Elle est faite en bois gravé.
Elle représente le dieu Rê, dieu soleil égyptien, accroupi, recouvert d’un vêtement collant et long, tenant une plume d’autruche qui rappelle Maât. La tête de Rê est celle d’un faucon portant le disque solaire. Le poitrail est recouvert d’un large collier “ousekh”.

Au cours de la IIe dynastie égyptienne (vers 2900 à 2700 avant notre ère), un des souverains se nomme Nebrê (Rê est le seigneur), ce qui témoigne de la faveur politique de Rê à ces hautes époques. Cette faveur ne cessera jamais durant toute l’histoire de l’Egypte antique. L’idéologie dominante accordera toujours une place prédominante à Rê et celui-ci sera associé à tous les grands dieux du pays.
Ainsi, au Moyen Empire (2000 à 1800 avant notre ère), lors de l’unité retrouvée après la PPI, les souverains s’établissent à Thèbes et mettent en valeur Amon, le dieu local, associé ensuite à Rê en son nom d’Amon-Rê. En outre, dès la IVe dynastie de l’Ancien Empire (2700 à 2200 avant notre ère), le pharaon Djedefrê adopte, dans sa titulature, l’épithète de “fils de Rê” (“Sa Rê” en ancien égyptien, “Sa” signifiant “fils”, écrit au moyen du hiéroglyphe représentant un canard). Cet épithète subsistera dans la titulature de tous les pharaons suivants.

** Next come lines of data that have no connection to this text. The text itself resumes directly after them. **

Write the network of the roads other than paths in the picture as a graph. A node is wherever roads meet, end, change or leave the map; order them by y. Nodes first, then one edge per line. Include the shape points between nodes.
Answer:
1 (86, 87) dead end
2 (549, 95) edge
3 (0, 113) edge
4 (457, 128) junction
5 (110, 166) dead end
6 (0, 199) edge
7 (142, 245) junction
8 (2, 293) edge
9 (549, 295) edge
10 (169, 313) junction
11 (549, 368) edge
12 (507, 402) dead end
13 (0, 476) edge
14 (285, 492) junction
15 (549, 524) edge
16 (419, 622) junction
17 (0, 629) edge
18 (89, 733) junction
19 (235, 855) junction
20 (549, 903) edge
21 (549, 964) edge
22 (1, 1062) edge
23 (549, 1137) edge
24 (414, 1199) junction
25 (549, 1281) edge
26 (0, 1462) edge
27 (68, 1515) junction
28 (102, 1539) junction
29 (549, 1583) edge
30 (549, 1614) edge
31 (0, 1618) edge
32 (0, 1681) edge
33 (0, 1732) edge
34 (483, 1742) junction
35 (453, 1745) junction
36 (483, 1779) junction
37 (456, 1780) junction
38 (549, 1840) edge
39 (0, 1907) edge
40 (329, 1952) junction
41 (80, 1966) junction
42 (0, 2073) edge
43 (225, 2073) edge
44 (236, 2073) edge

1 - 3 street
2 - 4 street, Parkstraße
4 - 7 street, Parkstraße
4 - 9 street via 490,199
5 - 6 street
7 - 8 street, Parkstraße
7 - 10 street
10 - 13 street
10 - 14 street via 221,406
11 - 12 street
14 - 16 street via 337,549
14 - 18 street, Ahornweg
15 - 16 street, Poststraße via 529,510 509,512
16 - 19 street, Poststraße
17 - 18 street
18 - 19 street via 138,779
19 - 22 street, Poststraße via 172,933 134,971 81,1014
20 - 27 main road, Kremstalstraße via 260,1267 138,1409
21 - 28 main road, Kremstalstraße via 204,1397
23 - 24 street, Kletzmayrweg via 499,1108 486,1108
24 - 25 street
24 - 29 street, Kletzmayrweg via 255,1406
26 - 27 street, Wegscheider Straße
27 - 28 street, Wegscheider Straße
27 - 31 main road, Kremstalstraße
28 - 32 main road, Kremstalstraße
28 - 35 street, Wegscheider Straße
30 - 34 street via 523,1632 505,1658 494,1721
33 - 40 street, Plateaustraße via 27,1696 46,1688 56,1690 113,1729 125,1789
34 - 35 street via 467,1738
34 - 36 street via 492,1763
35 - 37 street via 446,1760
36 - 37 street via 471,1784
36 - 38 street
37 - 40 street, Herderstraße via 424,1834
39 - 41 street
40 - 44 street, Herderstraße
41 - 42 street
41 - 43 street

De plus, dès la IIIe et la IVe dynastie de l’Ancien Empire, les pharaons se font construire des tombeaux solaires, les pyramides. Lors de la IIIe dynastie, la pyramide à degrés du pharaon Djoser à Saqqara, tout en signalant la suprématie du souverain, s’élève vers le ciel en symbolisant l’ascension de celui-ci vers les cieux, domaine de Rê, ou bien la pyramide peut également représenter la butte primordiale d’où Rê s’est élancé pour éclairer le monde. Les trois pyramides à face lisse du plateau de Gizeh, construites sous la IVe dynastie, ont la même fonction ainsi que toutes les autres pyramides construites jusqu’à la XIIIe dynastie.

 

Qui est donc le dieu Rê ? D’où lui vient sa prééminence durant les trois millénaires de l’histoire égyptienne antique ? Pourquoi les pharaons se sont-ils toujours référés à ce dieu durant leur vie sur terre et leur vie dans l’au-delà ?

La religion de l’Egypte antique est dite “polythéiste”, même si divers écrits évoquent souvent un dieu unique (netjer). Chaque cité a élaboré une cosmogonie (mythe de la création du monde) où le dieu local est le démiurge responsable de la création. Certaines cosmogonies se sont révélées plus importantes que d’autres et ont marqué la pensée égyptienne : la cosmogonie d’Héliopolis, celle de Memphis et celle d’Hermopolis.

Le dieu solaire Rê est le dieu de la cité de Iounou (Héliopolis selon les Grecs), située au nord de Memphis, dans le Ier nome  (province) de Basse Egypte.
La cosmogonie d’Héliopolis est une des plus anciennes et daterait du début de l’Ancien Empire. Selon cette cosmogonie, avant la création, existait un océan primordial, le Noun dont le nom paraît signifier “le non-être”. Le dieu Atoum naît de lui-même et se place sur la première terre ferme apparue, la “butte primordiale”. Le nom d'”Atoum” vient du mot  “tem” qui signifie “ce qui est” et aussi “ce qui n’est pas” : c’est que Atoum est à la source et à la fin de toute existence. Atoum prend alors un aspect solaire dans l’entité appelée Rê, qui apporte chaleur et lumière à la création en s’élançant à partir de la butte primordiale. Atoum-Rê donne ensuite naissance à l’Ennéade (collège de 9 dieux) : le couple Shou (dieu de l’air) et Tefnout (déesse de l’humidité) qui engendre le couple Geb (dieu de la terre) et Nout (déesse du ciel), ces derniers engendrant Osiris, Isis, Seth, Nephthys et Horus l’Ancien. Les dieux et déesses de l’Ennéade montrent ainsi que la création peut se poursuivre grâce aux relations sexuelles entretenues par les couples.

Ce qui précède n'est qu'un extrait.